• **WORK INSTRUCTIONS**:
I'd like every line from the material below that has "dead" in it.
- - - - - - -
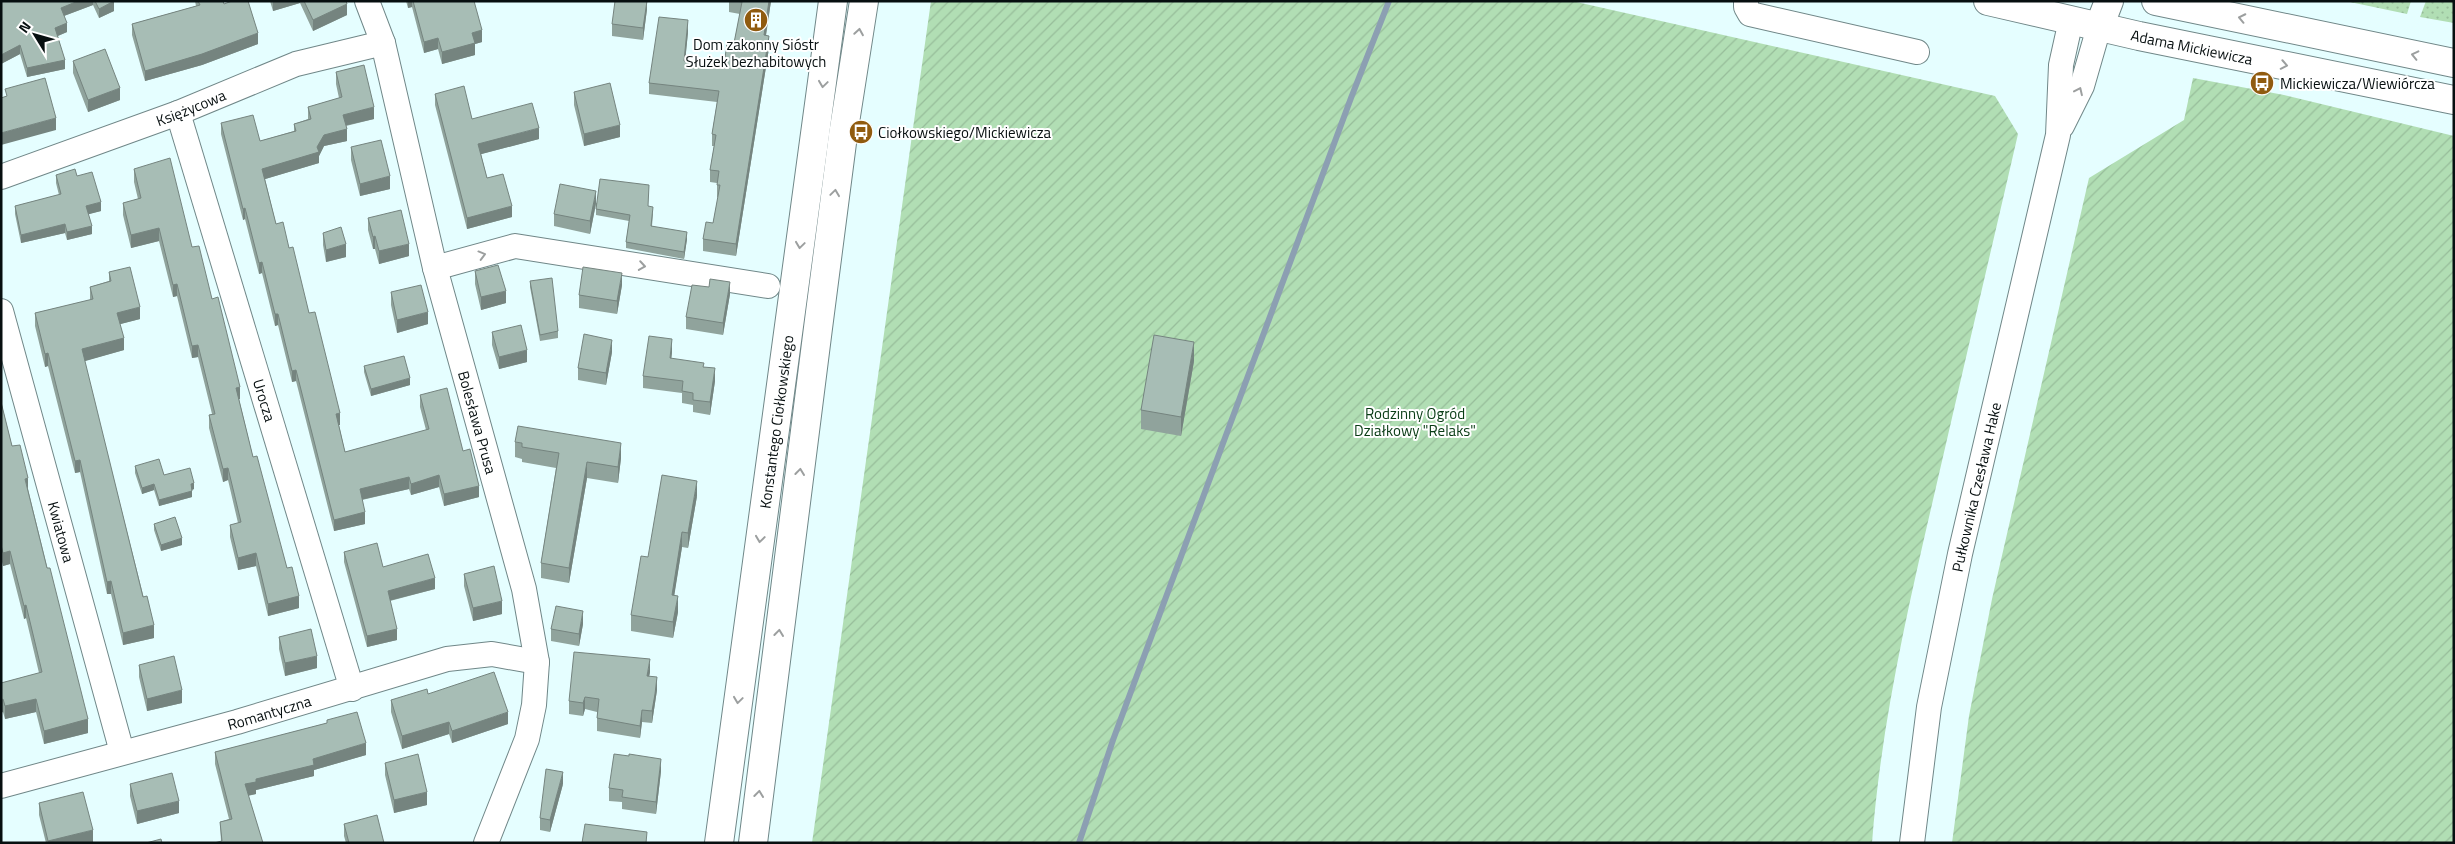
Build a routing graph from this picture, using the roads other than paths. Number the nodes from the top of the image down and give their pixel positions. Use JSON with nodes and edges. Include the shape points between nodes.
{"nodes":[{"id":1,"x":367,"y":1,"type":"edge"},
{"id":2,"x":833,"y":1,"type":"edge"},
{"id":3,"x":864,"y":1,"type":"edge"},
{"id":4,"x":1746,"y":1,"type":"edge"},
{"id":5,"x":2110,"y":1,"type":"edge"},
{"id":6,"x":2156,"y":1,"type":"edge"},
{"id":7,"x":1995,"y":2,"type":"edge"},
{"id":8,"x":2074,"y":11,"type":"edge"},
{"id":9,"x":2099,"y":27,"type":"junction"},
{"id":10,"x":383,"y":44,"type":"junction"},
{"id":11,"x":1917,"y":52,"type":"dead end"},
{"id":12,"x":2454,"y":63,"type":"edge"},
{"id":13,"x":2454,"y":100,"type":"edge"},
{"id":14,"x":178,"y":113,"type":"junction"},
{"id":15,"x":2058,"y":135,"type":"junction"},
{"id":16,"x":1,"y":176,"type":"edge"},
{"id":17,"x":435,"y":268,"type":"junction"},
{"id":18,"x":768,"y":286,"type":"dead end"},
{"id":19,"x":1,"y":311,"type":"edge"},
{"id":20,"x":537,"y":662,"type":"junction"},
{"id":21,"x":352,"y":688,"type":"junction"},
{"id":22,"x":122,"y":752,"type":"junction"},
{"id":23,"x":1,"y":786,"type":"edge"},
{"id":24,"x":486,"y":843,"type":"edge"},
{"id":25,"x":719,"y":843,"type":"edge"},
{"id":26,"x":753,"y":843,"type":"edge"},
{"id":27,"x":1912,"y":843,"type":"edge"}],
"edges":[{"from":1,"to":10,"type":"street","name":"Bolesława Prusa"},
{"from":2,"to":25,"type":"main road","name":"Konstantego Ciołkowskiego","one_way":true},
{"from":26,"to":3,"type":"main road","name":"Konstantego Ciołkowskiego","one_way":true,"via":[[843,136]]},
{"from":4,"to":11,"type":"street","via":[[1750,14]]},
{"from":5,"to":9,"type":"main road"},
{"from":12,"to":6,"type":"main road","one_way":true},
{"from":7,"to":8,"type":"main road","name":"Adama Mickiewicza"},
{"from":8,"to":9,"type":"main road","name":"Adama Mickiewicza"},
{"from":8,"to":15,"type":"street","name":"Pułkownika Czesława Hake","via":[[2061,64]]},
{"from":9,"to":13,"type":"main road","name":"Adama Mickiewicza","one_way":true},
{"from":15,"to":9,"type":"street","name":"Pułkownika Czesława Hake","one_way":true,"via":[[2082,86]]},
{"from":10,"to":14,"type":"street","name":"Księżycowa","via":[[296,64]]},
{"from":10,"to":17,"type":"street","name":"Bolesława Prusa"},
{"from":14,"to":16,"type":"street","name":"Księżycowa"},
{"from":14,"to":21,"type":"street","name":"Urocza"},
{"from":15,"to":27,"type":"street","name":"Pułkownika Czesława Hake","via":[[1960,554],[1929,707]]},
{"from":17,"to":18,"type":"street","one_way":true,"via":[[515,246]]},
{"from":17,"to":20,"type":"street","name":"Bolesława Prusa","via":[[524,590]]},
{"from":19,"to":22,"type":"street","name":"Kwiatowa"},
{"from":20,"to":21,"type":"street","name":"Romantyczna","via":[[492,654],[446,659]]},
{"from":20,"to":24,"type":"street","name":"Bolesława Prusa","via":[[527,740]]},
{"from":21,"to":22,"type":"street","name":"Romantyczna"},
{"from":22,"to":23,"type":"street","name":"Romantyczna"}]}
- - - - - - -
• **EXERCISE RESULT**:
{"id":11,"x":1917,"y":52,"type":"dead end"},
{"id":18,"x":768,"y":286,"type":"dead end"},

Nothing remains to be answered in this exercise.